Bushfire management in Australia reached its peak of effectiveness and efficency between about 1975-1990. But despite all the technical innovations since then, the huge expenditure on water bombers and the vast armies of firefighters with their wondrous equipment, the bushfire situation (especially in the eastern states) has regressed to the situation that prevailed in the 1950s. Whenever bad fire weather occurs in conjunction with drought, unstoppable fires ravage the bush. In other words, it’s a typical Third World scenario: almost nothing is done about repetitive and wholly predictable disasters … until after they strike.

How this situation has arisen in a naturally bushfire-prone country like Australia is mystifying, Yes, our political leadership has been gutless and ineffective, cow-towing to pressure groups, putting the winning of elections in front of looking after the country.
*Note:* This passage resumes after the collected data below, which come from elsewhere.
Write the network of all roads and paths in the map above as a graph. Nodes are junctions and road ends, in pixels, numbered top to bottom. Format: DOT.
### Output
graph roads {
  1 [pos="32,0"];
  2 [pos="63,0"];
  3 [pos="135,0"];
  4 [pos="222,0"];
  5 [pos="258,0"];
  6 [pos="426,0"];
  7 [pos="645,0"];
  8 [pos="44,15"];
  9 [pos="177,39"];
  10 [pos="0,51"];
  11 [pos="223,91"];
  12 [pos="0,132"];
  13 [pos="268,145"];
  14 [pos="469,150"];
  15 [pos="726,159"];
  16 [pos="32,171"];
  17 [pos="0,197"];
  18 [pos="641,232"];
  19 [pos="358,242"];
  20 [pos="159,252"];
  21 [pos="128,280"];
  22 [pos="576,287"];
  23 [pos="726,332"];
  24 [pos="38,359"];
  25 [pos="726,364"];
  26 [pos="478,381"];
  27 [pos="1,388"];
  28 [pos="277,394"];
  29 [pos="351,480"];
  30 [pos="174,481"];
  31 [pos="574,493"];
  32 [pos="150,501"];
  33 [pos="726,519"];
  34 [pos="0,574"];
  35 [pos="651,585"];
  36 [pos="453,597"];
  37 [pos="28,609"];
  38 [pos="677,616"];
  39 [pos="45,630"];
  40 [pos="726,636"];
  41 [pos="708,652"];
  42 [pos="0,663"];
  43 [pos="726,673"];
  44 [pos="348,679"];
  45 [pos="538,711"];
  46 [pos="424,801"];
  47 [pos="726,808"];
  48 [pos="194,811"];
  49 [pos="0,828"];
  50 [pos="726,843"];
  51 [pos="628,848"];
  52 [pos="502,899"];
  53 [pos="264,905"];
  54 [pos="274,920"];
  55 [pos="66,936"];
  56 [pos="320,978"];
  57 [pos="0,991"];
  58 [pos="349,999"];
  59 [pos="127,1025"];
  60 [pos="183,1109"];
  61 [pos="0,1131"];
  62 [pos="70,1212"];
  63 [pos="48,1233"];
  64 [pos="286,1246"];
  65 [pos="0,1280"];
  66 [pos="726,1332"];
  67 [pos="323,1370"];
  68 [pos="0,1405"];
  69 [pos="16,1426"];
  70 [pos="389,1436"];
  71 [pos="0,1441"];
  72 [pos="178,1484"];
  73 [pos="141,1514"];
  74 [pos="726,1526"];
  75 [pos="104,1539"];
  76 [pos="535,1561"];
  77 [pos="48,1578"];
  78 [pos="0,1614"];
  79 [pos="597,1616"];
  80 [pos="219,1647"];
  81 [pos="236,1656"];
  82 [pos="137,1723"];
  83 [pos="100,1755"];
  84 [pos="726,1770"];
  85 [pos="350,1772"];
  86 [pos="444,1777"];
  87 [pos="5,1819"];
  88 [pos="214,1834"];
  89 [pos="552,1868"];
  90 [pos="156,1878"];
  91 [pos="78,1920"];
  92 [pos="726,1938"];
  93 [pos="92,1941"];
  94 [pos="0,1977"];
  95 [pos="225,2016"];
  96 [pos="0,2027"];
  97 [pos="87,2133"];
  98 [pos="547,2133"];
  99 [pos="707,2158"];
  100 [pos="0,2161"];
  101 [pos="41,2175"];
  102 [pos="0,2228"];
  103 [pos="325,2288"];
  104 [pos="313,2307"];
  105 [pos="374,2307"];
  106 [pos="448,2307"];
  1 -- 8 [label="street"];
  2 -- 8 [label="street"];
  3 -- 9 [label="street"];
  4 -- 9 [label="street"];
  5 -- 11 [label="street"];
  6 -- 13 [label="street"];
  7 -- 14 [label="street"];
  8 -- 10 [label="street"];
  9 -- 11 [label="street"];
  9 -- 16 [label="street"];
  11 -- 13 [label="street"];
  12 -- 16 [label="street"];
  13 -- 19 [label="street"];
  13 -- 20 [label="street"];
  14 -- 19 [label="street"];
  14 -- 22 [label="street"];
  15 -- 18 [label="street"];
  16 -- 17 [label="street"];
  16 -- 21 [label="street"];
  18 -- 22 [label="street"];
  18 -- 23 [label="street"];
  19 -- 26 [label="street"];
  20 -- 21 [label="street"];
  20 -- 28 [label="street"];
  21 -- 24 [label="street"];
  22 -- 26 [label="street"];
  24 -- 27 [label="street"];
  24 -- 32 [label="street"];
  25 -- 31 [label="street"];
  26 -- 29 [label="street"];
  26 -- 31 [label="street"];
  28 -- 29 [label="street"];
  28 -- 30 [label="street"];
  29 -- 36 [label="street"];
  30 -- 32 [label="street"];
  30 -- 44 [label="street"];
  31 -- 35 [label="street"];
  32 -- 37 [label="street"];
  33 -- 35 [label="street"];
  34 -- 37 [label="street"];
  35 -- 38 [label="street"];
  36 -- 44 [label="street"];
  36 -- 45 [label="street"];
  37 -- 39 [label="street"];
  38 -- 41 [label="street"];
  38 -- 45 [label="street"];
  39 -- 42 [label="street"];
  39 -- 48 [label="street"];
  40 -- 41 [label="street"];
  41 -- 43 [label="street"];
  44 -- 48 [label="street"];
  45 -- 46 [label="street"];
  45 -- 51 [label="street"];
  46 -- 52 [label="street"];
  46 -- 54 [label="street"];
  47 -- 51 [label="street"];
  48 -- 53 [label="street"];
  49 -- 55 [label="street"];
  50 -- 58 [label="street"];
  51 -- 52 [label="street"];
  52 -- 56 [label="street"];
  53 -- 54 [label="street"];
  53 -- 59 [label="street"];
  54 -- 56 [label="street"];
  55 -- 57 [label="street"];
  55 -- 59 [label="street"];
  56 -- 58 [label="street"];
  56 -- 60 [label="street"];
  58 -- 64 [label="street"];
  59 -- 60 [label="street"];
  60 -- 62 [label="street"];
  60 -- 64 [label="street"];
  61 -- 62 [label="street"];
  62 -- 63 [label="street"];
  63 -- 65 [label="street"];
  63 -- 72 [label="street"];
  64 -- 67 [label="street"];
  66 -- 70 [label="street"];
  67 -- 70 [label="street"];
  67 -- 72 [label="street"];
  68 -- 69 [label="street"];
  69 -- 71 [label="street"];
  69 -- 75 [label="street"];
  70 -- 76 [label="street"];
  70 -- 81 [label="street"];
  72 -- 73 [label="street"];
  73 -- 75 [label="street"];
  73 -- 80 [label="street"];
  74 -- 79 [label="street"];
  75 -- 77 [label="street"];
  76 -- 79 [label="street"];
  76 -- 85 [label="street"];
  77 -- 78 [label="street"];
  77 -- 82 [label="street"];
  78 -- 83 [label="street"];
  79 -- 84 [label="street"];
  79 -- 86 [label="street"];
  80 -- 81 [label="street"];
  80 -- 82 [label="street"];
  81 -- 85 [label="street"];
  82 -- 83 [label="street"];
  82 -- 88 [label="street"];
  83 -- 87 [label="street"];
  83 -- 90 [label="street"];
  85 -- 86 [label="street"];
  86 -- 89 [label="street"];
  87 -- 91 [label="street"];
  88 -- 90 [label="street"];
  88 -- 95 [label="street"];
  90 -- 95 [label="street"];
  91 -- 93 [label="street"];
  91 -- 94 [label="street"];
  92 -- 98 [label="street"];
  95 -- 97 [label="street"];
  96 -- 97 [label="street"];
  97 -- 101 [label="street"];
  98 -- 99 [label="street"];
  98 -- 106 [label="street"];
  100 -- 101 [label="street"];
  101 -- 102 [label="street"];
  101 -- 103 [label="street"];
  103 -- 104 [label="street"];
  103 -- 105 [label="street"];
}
But worse than that is the prevailing community ignorance about bushfire science, the failure to study centuries of history and human experience, and the way in which green ideology has infiltrated our government agencies and poisoned government policies.

See also: What California’s Fire Follies Can Teach Us

In reflecting on all this I remembered how I was once advised by a grizzled public servant of the old school: “If you want to understand any puzzling social or political issue, look for the beneficiaries”.  Who might benefit from the regular occurrence of huge, hot bushfires?

While the correct answer is “no-one” it is not hard to find people to whom ghastly bushfires bring political or financial advantage. The classic example is the environmentalists who portray bushfires as a direct consequence of global warming, which is itself is said to be a consequence of our Western lifestyle. The Greens quite unambiguously assert that the bushfire threat can only be averted if we unquestioningly adopt their political agenda, specifically their agenda to “decarbonise” Australia. This can be shown to be crooked thinking, but it has been an effective line because of the hysteria (constantly promoted by the ABC) about climate change. Clearly environmentalists (well, the inner-city Greens anyway, not so much those who are getting their homes burnt out from under them out in the bush) benefit from the occurrence of nasty bushfires, because they fulfil their apocalyptic vision of society.

The media is also a beneficiary. Horrible bushfires are newsworthy and dramatic, truly front-page or top-of-the-bulletin stuff. Journalists are served up stories of heroism, disaster and controversy on a plate. Bushfires are the TV journalist’s dream. Donning a yellow jacket and hard hat, she can stand against a backdrop of houses and forests going up in flames, swooping waterbombers, farmers shooting burnt sheep, people raking through the charred remnants of their houses picking up twisted trinkets, hillsides of blackened forest. To the media (and of course to viewers and readers), destructive bushfires arouse intense interest and excitement; few things outside war provide more opportunities to exploit the gamut of human emotions or to vicariously experience them.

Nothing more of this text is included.